His pleasant downward movement was caused by a jutting piece of sidewalk at 17th and Chestnut Streets. His shoelace decided to remain behind for a while. A common enough occurrence, pratfalls being the rightful realm of the clown's face he often found himself wearing these days. During the first few moments he took to re-tie that stubborn lace, his gaze was interrupted by a woman's spiked heel, attached to a vaguely familiar ankle about to step on one of his dropped bags. He looked up at her face, the face that echoed in his dreams and waking life for the three months they were together and the three months they had been apart. He saw her.
"What are you doing down there, Steven?"
Steven. He almost forgot. Never could get rid of that final N, could she?
"Oh, just decided to take a little trip."
Being down there on the ground, still looking up at her, struck him as strangely symbolic. Composition of opposing foreground figures: up/down, male/female, passive/aggressive. With blurred city streets in the background. He remained on the sidewalk, sat cross-legged, and slowly gathered his parcels as she stood, nervously looking at her watch. Glint of gold.

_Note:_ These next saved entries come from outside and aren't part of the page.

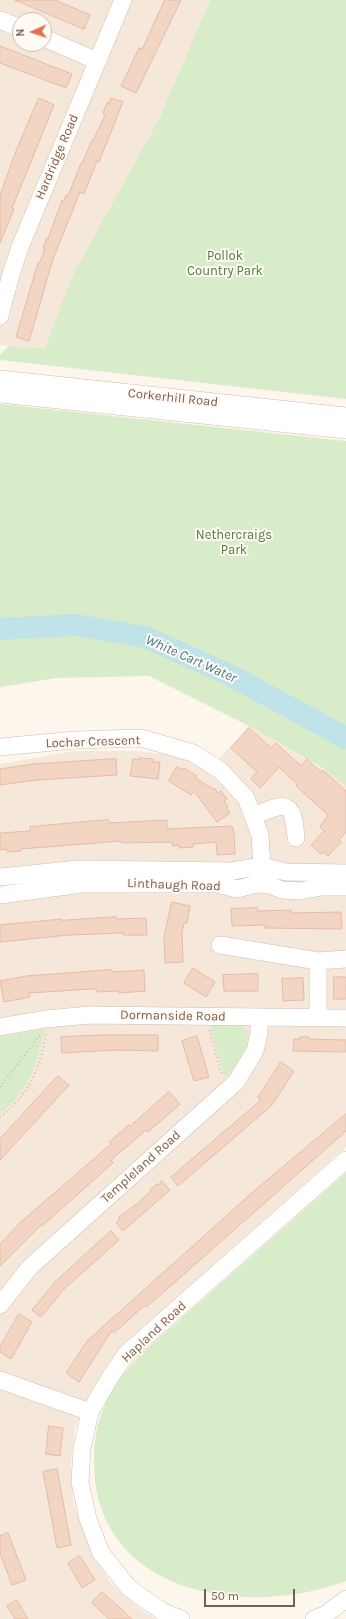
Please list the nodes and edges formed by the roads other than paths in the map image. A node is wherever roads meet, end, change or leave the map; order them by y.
1 (122, 0) edge
2 (0, 20) edge
3 (12, 25) edge
4 (52, 41) edge
5 (97, 61) junction
6 (0, 316) edge
7 (1, 386) edge
8 (346, 416) edge
9 (346, 430) edge
10 (0, 747) edge
11 (253, 816) junction
12 (296, 838) dead end
13 (262, 866) junction
14 (346, 873) edge
15 (0, 877) edge
16 (263, 884) junction
17 (346, 887) edge
18 (0, 895) edge
19 (220, 945) dead end
20 (346, 959) edge
21 (318, 961) junction
22 (259, 1018) junction
23 (318, 1018) junction
24 (346, 1018) edge
25 (0, 1027) edge
26 (346, 1160) edge
27 (0, 1305) edge
28 (0, 1380) edge
29 (90, 1412) junction
30 (346, 1599) edge
31 (161, 1615) edge
32 (181, 1619) edge
33 (314, 1619) edge

1 - 5 street, Hardridge Road
2 - 3 street
4 - 5 street
5 - 6 street, Hardridge Road
7 - 8 street, Corkerhill Road
7 - 9 street, Corkerhill Road
10 - 11 street, Lochar Crescent
11 - 12 street
11 - 13 street, Lochar Crescent
13 - 14 street, Linthaugh Road
13 - 15 street, Linthaugh Road
13 - 16 street, Lochar Crescent
16 - 17 street, Linthaugh Road
16 - 18 street, Linthaugh Road
19 - 21 street
20 - 21 street
21 - 23 street
22 - 23 street, Dormanside Road
22 - 25 street, Dormanside Road
22 - 27 street, Templeland Road
23 - 24 street, Dormanside Road
26 - 29 street, Hapland Road
28 - 29 street
29 - 31 street, Hapland Road
30 - 33 street
31 - 32 street, Hapland Road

"So, you're working around here, right?" he inquired up to the sky, though he thought he already knew. She was going on interviews when they broke up, and in one of those final frigid phone calls she brushed off his inquiries with a wonderfully offhand never mind about that. Subtlety her specialty.
"Mm hmm," she bit her lip and looked around. "Steven, you really ought to get up. You look like a homeless person. People are watching."
- - - - - - -
In between: A knife-edge smirk. The groundhog seeing his Jungian shadow. Blood-red eyes. A bit of light stalking. Lastly, a flashback:
- - - - - - -
You stand trembling in the winter chill, your arms locked around his waist. He speaks to you about when he can come back for you. Hopefully by Christmas at least. You kiss him as the snowflakes begin to fall. You are getting too attached, you think.
He tells you that he loves you.
You reply that you love him back. You have a reason for not using "too." Undaunted by your shade of meaning, he happily gets in his car and starts the long journey home. Second in his mind only to the love he now knows is mutual are the shapes of the tiny snowflakes in your hair, reflected in the blinding porch light in the starry December night.